## Extracted data entries
────────

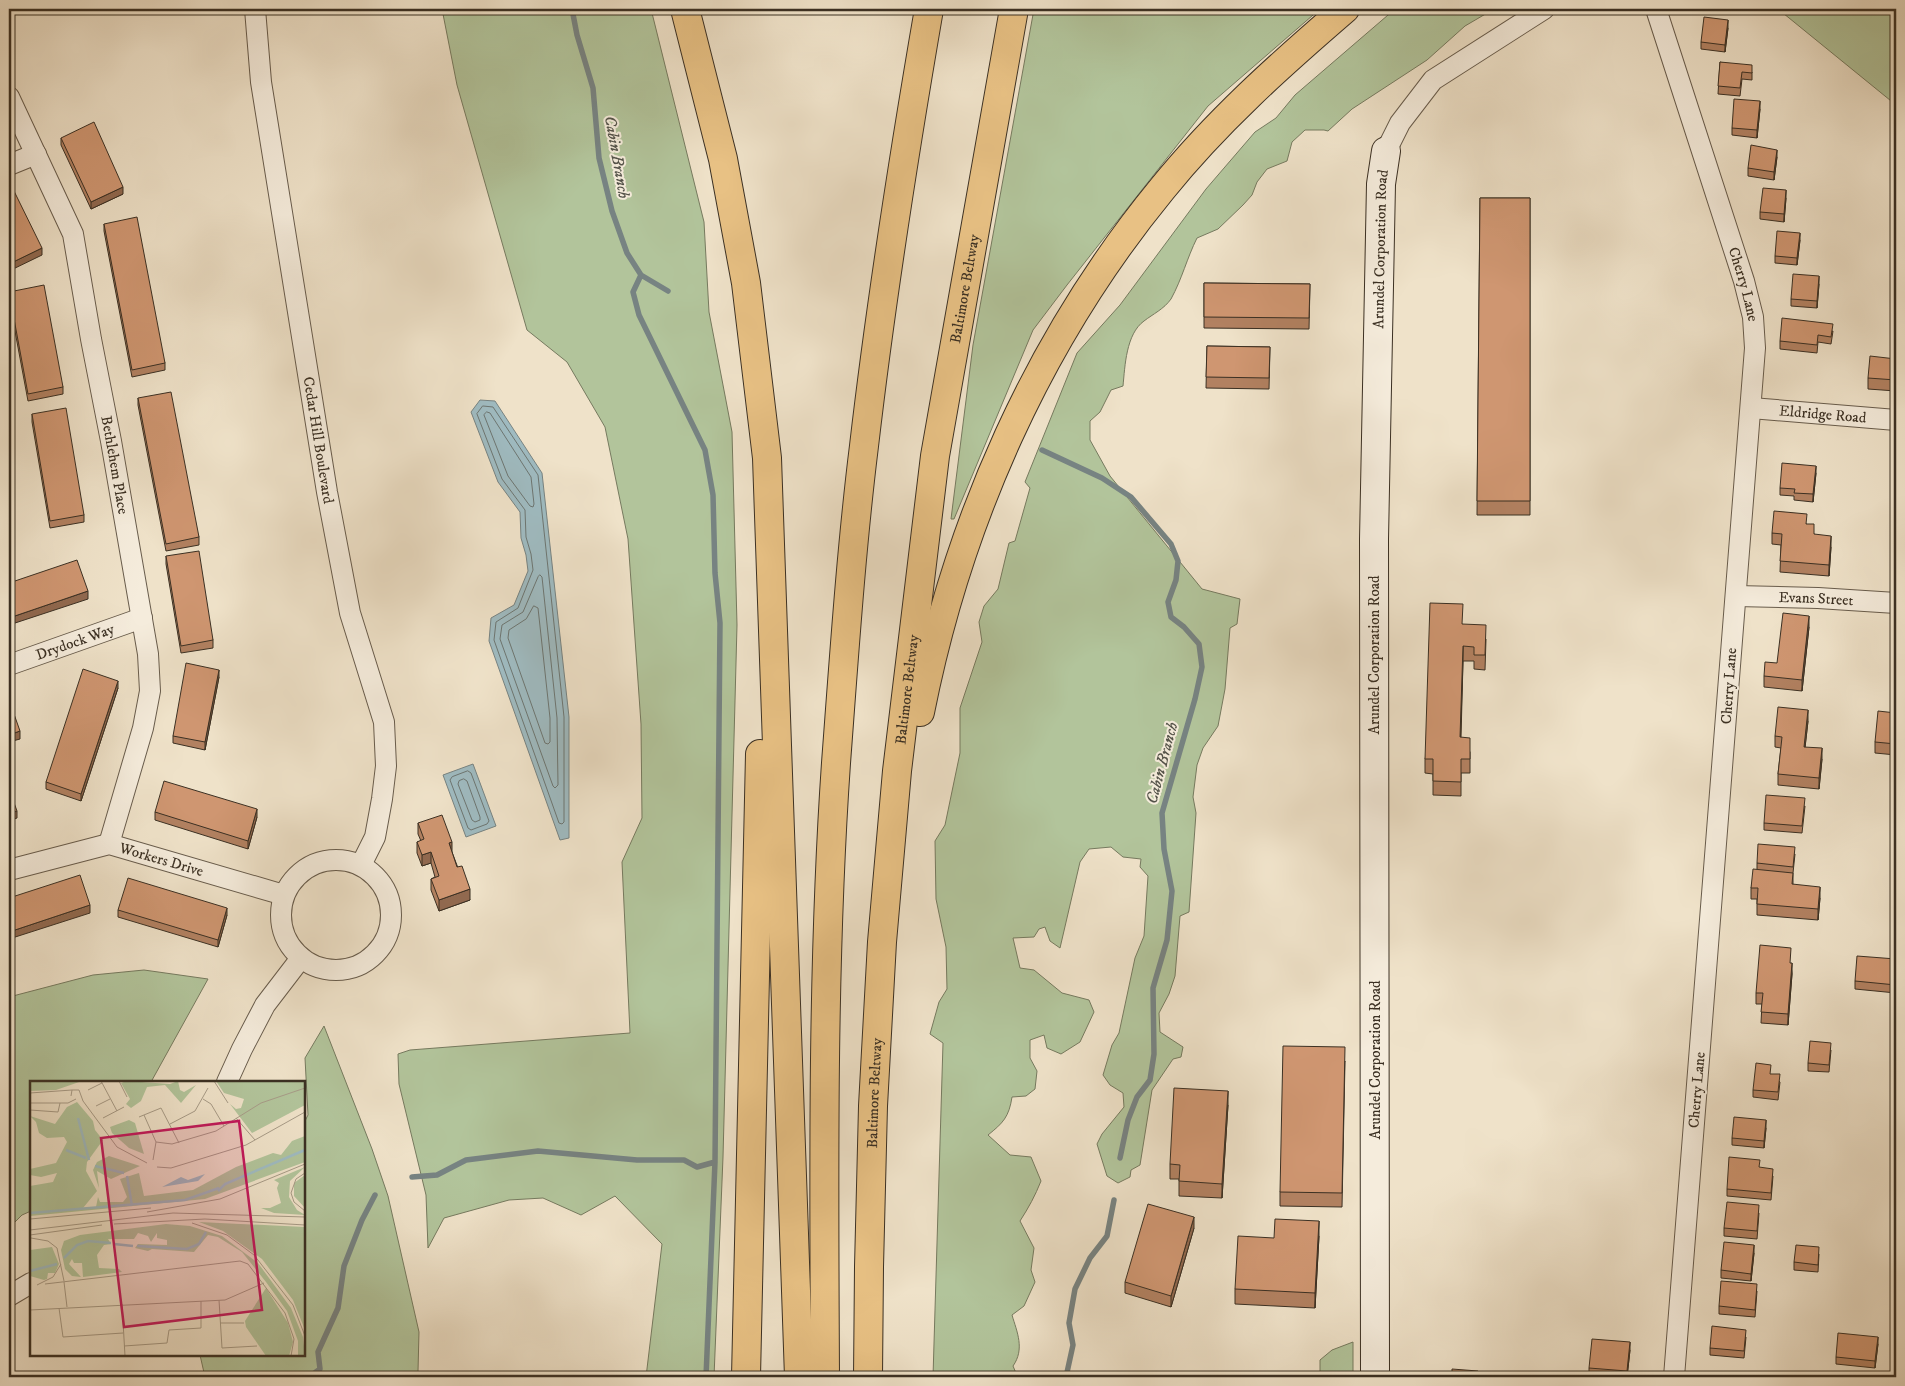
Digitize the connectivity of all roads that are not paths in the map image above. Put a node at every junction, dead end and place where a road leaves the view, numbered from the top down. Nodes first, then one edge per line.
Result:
1 (255, 9) edge
2 (685, 9) edge
3 (929, 9) edge
4 (1014, 9) edge
5 (1345, 9) edge
6 (1544, 9) edge
7 (1656, 9) edge
8 (9, 97) edge
9 (1386, 151) joint
10 (36, 154) junction
11 (9, 165) edge
12 (1752, 408) junction
13 (1896, 420) edge
14 (767, 458) junction
15 (1736, 596) junction
16 (1896, 603) edge
17 (142, 618) junction
18 (9, 665) edge
19 (109, 844) junction
20 (361, 865) junction
21 (9, 870) edge
22 (284, 895) junction
23 (882, 942) junction
24 (301, 958) junction
25 (227, 1081) edge
26 (30, 1284) edge
27 (9, 1296) edge
28 (746, 1377) edge
29 (799, 1377) edge
30 (825, 1377) edge
31 (868, 1377) edge
32 (1375, 1377) edge
33 (1679, 1377) edge

1 - 20 street, Cedar Hill Boulevard
2 - 14 highway
3 - 30 highway
4 - 23 highway, Baltimore Beltway
5 - 23 highway
6 - 9 street, Arundel Corporation Road
7 - 12 street, Cherry Lane
8 - 10 street, Bethlehem Place
9 - 32 street, Arundel Corporation Road
10 - 11 street
10 - 17 street, Bethlehem Place
12 - 13 street, Eldridge Road
12 - 15 street, Cherry Lane
14 - 28 highway
14 - 29 highway
15 - 16 street, Evans Street
15 - 33 street, Cherry Lane
17 - 18 street, Drydock Way
17 - 19 street, Bethlehem Place
19 - 21 street, Workers Drive
19 - 22 street, Workers Drive
20 - 22 street
20 - 24 street
22 - 24 street
23 - 31 highway, Baltimore Beltway
24 - 25 street
26 - 27 street

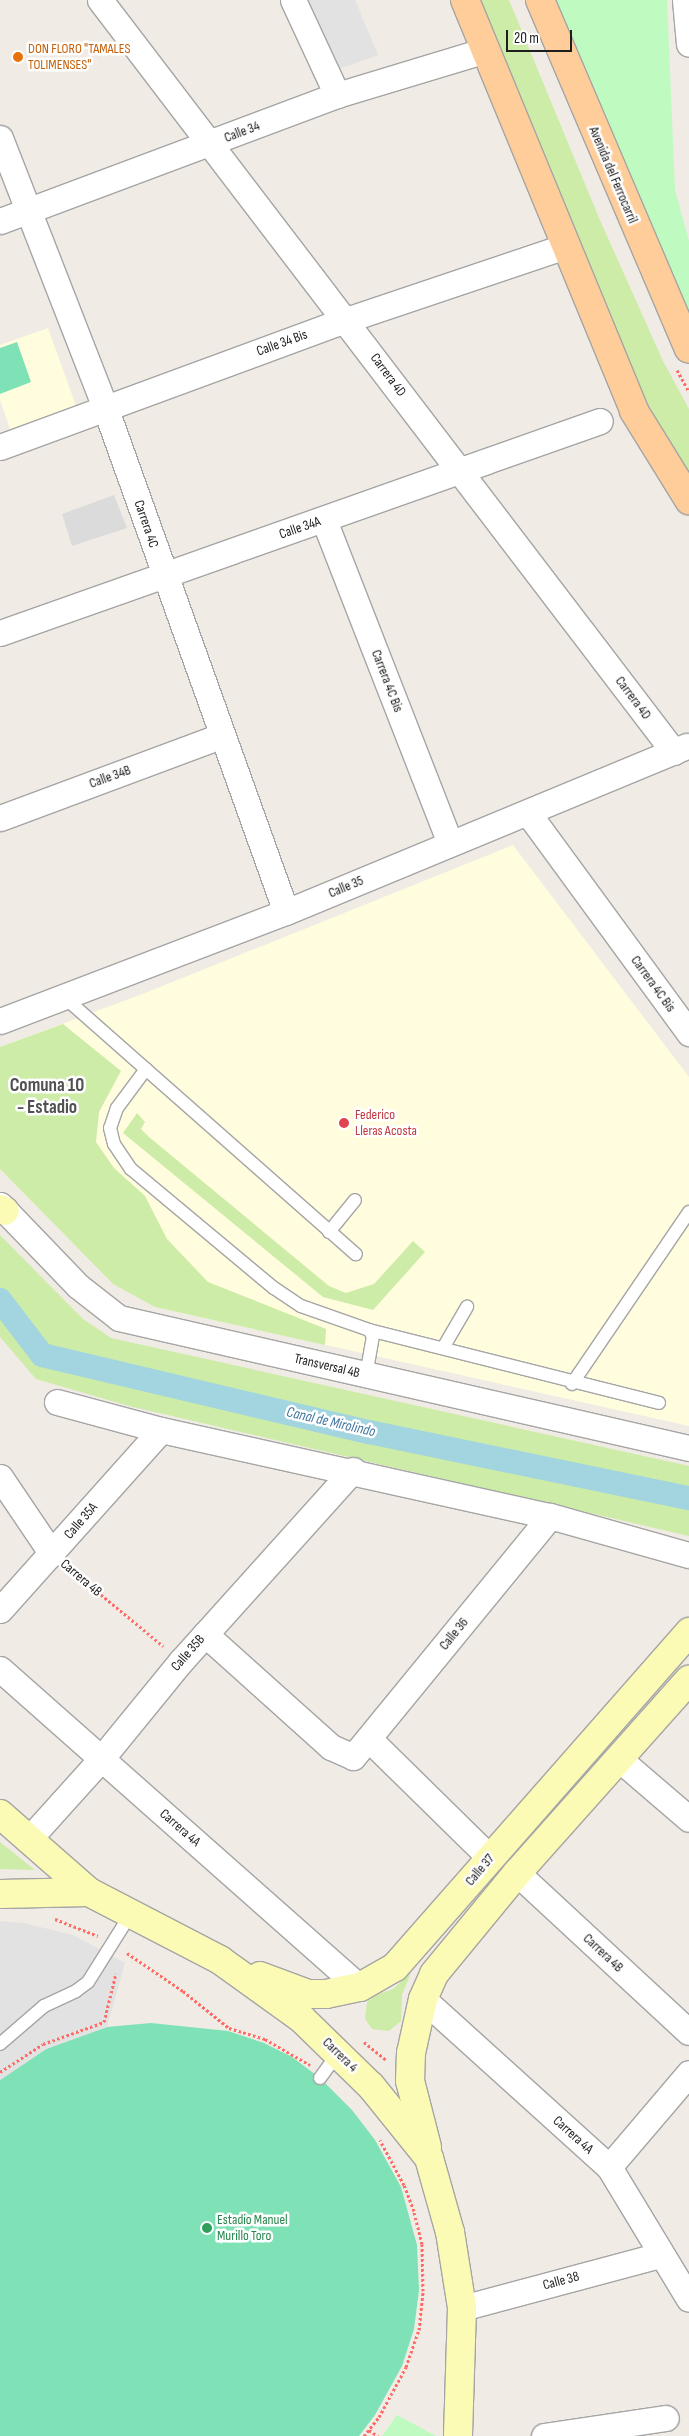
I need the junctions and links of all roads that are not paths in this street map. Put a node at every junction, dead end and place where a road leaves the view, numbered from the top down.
1 (100, 0) edge
2 (292, 0) edge
3 (465, 0) edge
4 (540, 0) edge
5 (685, 0) edge
6 (689, 44) edge
7 (486, 50) junction
8 (337, 95) junction
9 (0, 138) edge
10 (210, 144) junction
11 (28, 210) junction
12 (0, 221) edge
13 (566, 246) junction
14 (346, 320) junction
15 (689, 349) edge
16 (105, 407) junction
17 (600, 421) dead end
18 (0, 447) edge
19 (459, 468) junction
20 (689, 500) edge
21 (324, 520) junction
22 (164, 575) junction
23 (0, 633) edge
24 (221, 736) junction
25 (681, 749) edge
26 (528, 813) junction
27 (0, 818) edge
28 (450, 843) junction
29 (286, 912) junction
30 (64, 997) junction
31 (0, 1021) edge
32 (689, 1033) edge
33 (146, 1069) junction
34 (355, 1200) dead end
35 (2, 1208) edge
36 (689, 1212) edge
37 (330, 1232) junction
38 (356, 1254) dead end
39 (467, 1307) dead end
40 (369, 1330) junction
41 (443, 1348) junction
42 (366, 1375) junction
43 (572, 1384) junction
44 (57, 1402) dead end
45 (659, 1403) dead end
46 (161, 1430) junction
47 (689, 1448) edge
48 (353, 1470) junction
49 (0, 1477) edge
50 (550, 1516) junction
51 (52, 1554) junction
52 (689, 1555) edge
53 (0, 1610) edge
54 (689, 1632) edge
55 (205, 1634) junction
56 (0, 1669) edge
57 (689, 1680) edge
58 (364, 1745) junction
59 (101, 1759) junction
60 (619, 1759) junction
61 (0, 1814) edge
62 (689, 1819) edge
63 (28, 1840) junction
64 (490, 1858) junction
65 (517, 1874) junction
66 (89, 1892) junction
67 (0, 1894) edge
68 (130, 1915) junction
69 (220, 1960) junction
70 (360, 1987) junction
71 (423, 1999) junction
72 (689, 2032) edge
73 (0, 2044) edge
74 (689, 2073) edge
75 (429, 2158) junction
76 (608, 2167) junction
77 (660, 2255) junction
78 (689, 2299) edge
79 (462, 2308) junction
80 (666, 2418) dead end
81 (458, 2436) edge
82 (544, 2436) edge

1 - 10 street, Carrera 4D
2 - 8 street
3 - 7 main road
4 - 15 main road, Avenida del Ferrocarril
5 - 6 street
7 - 8 street, Calle 34
7 - 13 main road
8 - 10 street, Calle 34
9 - 11 street, Carrera 4C
10 - 11 street, Calle 34
10 - 14 street, Carrera 4D
11 - 12 street, Calle 34
11 - 16 street, Carrera 4C
13 - 14 street, Calle 34 Bis
13 - 20 main road
14 - 16 street, Calle 34 Bis
14 - 19 street, Carrera 4D
16 - 18 street, Calle 34 Bis
16 - 22 street, Carrera 4C
17 - 19 street, Calle 34A
19 - 21 street, Calle 34A
19 - 25 street, Carrera 4D
21 - 22 street, Calle 34A
21 - 28 street, Carrera 4C Bis
22 - 23 street, Calle 34A
22 - 24 street, Carrera 4C
24 - 27 street, Calle 34B
24 - 29 street, Carrera 4C
25 - 26 street, Calle 35
26 - 28 street, Calle 35
26 - 32 street, Carrera 4C Bis
28 - 29 street, Calle 35
29 - 30 street, Calle 35
30 - 31 street, Calle 35
30 - 33 lane
33 - 37 lane
33 - 40 lane
34 - 37 lane
35 - 42 street, Transversal 4B
36 - 43 lane
37 - 38 lane
39 - 41 lane
40 - 41 lane
40 - 42 lane
41 - 43 lane
42 - 47 street, Transversal 4B
43 - 45 lane
44 - 46 street
46 - 48 street
46 - 51 street, Calle 35A
48 - 50 street
48 - 55 street, Calle 35B
49 - 51 street, Carrera 4B
50 - 52 street
50 - 58 street, Calle 36
51 - 53 street, Calle 35A
54 - 64 main road, Calle 37
55 - 58 street
55 - 59 street, Calle 35B
56 - 59 street, Carrera 4A
57 - 60 main road
58 - 64 street
59 - 63 street, Calle 35B
59 - 70 street, Carrera 4A
60 - 62 street
60 - 65 main road
61 - 63 main road, Carrera 4
63 - 66 main road, Carrera 4
64 - 70 main road, Calle 37
65 - 71 main road
65 - 72 street, Carrera 4B
66 - 67 main road
66 - 68 main road, Carrera 4
68 - 69 main road, Carrera 4
68 - 73 lane
69 - 70 main road, Calle 37
69 - 75 main road, Carrera 4
71 - 75 main road
71 - 76 street, Carrera 4A
74 - 76 street
75 - 79 main road, Carrera 4
76 - 77 street, Carrera 4A
77 - 78 street, Carrera 4A
77 - 79 street, Calle 38
79 - 81 main road, Carrera 4
80 - 82 street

────────

## Exercise directions
Write every entry out again exactly, images omitted.

## Answer box
Digitize the connectivity of all roads that are not paths in the map image above. Put a node at every junction, dead end and place where a road leaves the view, numbered from the top down. Nodes first, then one edge per line.
Result:
1 (255, 9) edge
2 (685, 9) edge
3 (929, 9) edge
4 (1014, 9) edge
5 (1345, 9) edge
6 (1544, 9) edge
7 (1656, 9) edge
8 (9, 97) edge
9 (1386, 151) joint
10 (36, 154) junction
11 (9, 165) edge
12 (1752, 408) junction
13 (1896, 420) edge
14 (767, 458) junction
15 (1736, 596) junction
16 (1896, 603) edge
17 (142, 618) junction
18 (9, 665) edge
19 (109, 844) junction
20 (361, 865) junction
21 (9, 870) edge
22 (284, 895) junction
23 (882, 942) junction
24 (301, 958) junction
25 (227, 1081) edge
26 (30, 1284) edge
27 (9, 1296) edge
28 (746, 1377) edge
29 (799, 1377) edge
30 (825, 1377) edge
31 (868, 1377) edge
32 (1375, 1377) edge
33 (1679, 1377) edge

1 - 20 street, Cedar Hill Boulevard
2 - 14 highway
3 - 30 highway
4 - 23 highway, Baltimore Beltway
5 - 23 highway
6 - 9 street, Arundel Corporation Road
7 - 12 street, Cherry Lane
8 - 10 street, Bethlehem Place
9 - 32 street, Arundel Corporation Road
10 - 11 street
10 - 17 street, Bethlehem Place
12 - 13 street, Eldridge Road
12 - 15 street, Cherry Lane
14 - 28 highway
14 - 29 highway
15 - 16 street, Evans Street
15 - 33 street, Cherry Lane
17 - 18 street, Drydock Way
17 - 19 street, Bethlehem Place
19 - 21 street, Workers Drive
19 - 22 street, Workers Drive
20 - 22 street
20 - 24 street
22 - 24 street
23 - 31 highway, Baltimore Beltway
24 - 25 street
26 - 27 street

I need the junctions and links of all roads that are not paths in this street map. Put a node at every junction, dead end and place where a road leaves the view, numbered from the top down.
1 (100, 0) edge
2 (292, 0) edge
3 (465, 0) edge
4 (540, 0) edge
5 (685, 0) edge
6 (689, 44) edge
7 (486, 50) junction
8 (337, 95) junction
9 (0, 138) edge
10 (210, 144) junction
11 (28, 210) junction
12 (0, 221) edge
13 (566, 246) junction
14 (346, 320) junction
15 (689, 349) edge
16 (105, 407) junction
17 (600, 421) dead end
18 (0, 447) edge
19 (459, 468) junction
20 (689, 500) edge
21 (324, 520) junction
22 (164, 575) junction
23 (0, 633) edge
24 (221, 736) junction
25 (681, 749) edge
26 (528, 813) junction
27 (0, 818) edge
28 (450, 843) junction
29 (286, 912) junction
30 (64, 997) junction
31 (0, 1021) edge
32 (689, 1033) edge
33 (146, 1069) junction
34 (355, 1200) dead end
35 (2, 1208) edge
36 (689, 1212) edge
37 (330, 1232) junction
38 (356, 1254) dead end
39 (467, 1307) dead end
40 (369, 1330) junction
41 (443, 1348) junction
42 (366, 1375) junction
43 (572, 1384) junction
44 (57, 1402) dead end
45 (659, 1403) dead end
46 (161, 1430) junction
47 (689, 1448) edge
48 (353, 1470) junction
49 (0, 1477) edge
50 (550, 1516) junction
51 (52, 1554) junction
52 (689, 1555) edge
53 (0, 1610) edge
54 (689, 1632) edge
55 (205, 1634) junction
56 (0, 1669) edge
57 (689, 1680) edge
58 (364, 1745) junction
59 (101, 1759) junction
60 (619, 1759) junction
61 (0, 1814) edge
62 (689, 1819) edge
63 (28, 1840) junction
64 (490, 1858) junction
65 (517, 1874) junction
66 (89, 1892) junction
67 (0, 1894) edge
68 (130, 1915) junction
69 (220, 1960) junction
70 (360, 1987) junction
71 (423, 1999) junction
72 (689, 2032) edge
73 (0, 2044) edge
74 (689, 2073) edge
75 (429, 2158) junction
76 (608, 2167) junction
77 (660, 2255) junction
78 (689, 2299) edge
79 (462, 2308) junction
80 (666, 2418) dead end
81 (458, 2436) edge
82 (544, 2436) edge

1 - 10 street, Carrera 4D
2 - 8 street
3 - 7 main road
4 - 15 main road, Avenida del Ferrocarril
5 - 6 street
7 - 8 street, Calle 34
7 - 13 main road
8 - 10 street, Calle 34
9 - 11 street, Carrera 4C
10 - 11 street, Calle 34
10 - 14 street, Carrera 4D
11 - 12 street, Calle 34
11 - 16 street, Carrera 4C
13 - 14 street, Calle 34 Bis
13 - 20 main road
14 - 16 street, Calle 34 Bis
14 - 19 street, Carrera 4D
16 - 18 street, Calle 34 Bis
16 - 22 street, Carrera 4C
17 - 19 street, Calle 34A
19 - 21 street, Calle 34A
19 - 25 street, Carrera 4D
21 - 22 street, Calle 34A
21 - 28 street, Carrera 4C Bis
22 - 23 street, Calle 34A
22 - 24 street, Carrera 4C
24 - 27 street, Calle 34B
24 - 29 street, Carrera 4C
25 - 26 street, Calle 35
26 - 28 street, Calle 35
26 - 32 street, Carrera 4C Bis
28 - 29 street, Calle 35
29 - 30 street, Calle 35
30 - 31 street, Calle 35
30 - 33 lane
33 - 37 lane
33 - 40 lane
34 - 37 lane
35 - 42 street, Transversal 4B
36 - 43 lane
37 - 38 lane
39 - 41 lane
40 - 41 lane
40 - 42 lane
41 - 43 lane
42 - 47 street, Transversal 4B
43 - 45 lane
44 - 46 street
46 - 48 street
46 - 51 street, Calle 35A
48 - 50 street
48 - 55 street, Calle 35B
49 - 51 street, Carrera 4B
50 - 52 street
50 - 58 street, Calle 36
51 - 53 street, Calle 35A
54 - 64 main road, Calle 37
55 - 58 street
55 - 59 street, Calle 35B
56 - 59 street, Carrera 4A
57 - 60 main road
58 - 64 street
59 - 63 street, Calle 35B
59 - 70 street, Carrera 4A
60 - 62 street
60 - 65 main road
61 - 63 main road, Carrera 4
63 - 66 main road, Carrera 4
64 - 70 main road, Calle 37
65 - 71 main road
65 - 72 street, Carrera 4B
66 - 67 main road
66 - 68 main road, Carrera 4
68 - 69 main road, Carrera 4
68 - 73 lane
69 - 70 main road, Calle 37
69 - 75 main road, Carrera 4
71 - 75 main road
71 - 76 street, Carrera 4A
74 - 76 street
75 - 79 main road, Carrera 4
76 - 77 street, Carrera 4A
77 - 78 street, Carrera 4A
77 - 79 street, Calle 38
79 - 81 main road, Carrera 4
80 - 82 street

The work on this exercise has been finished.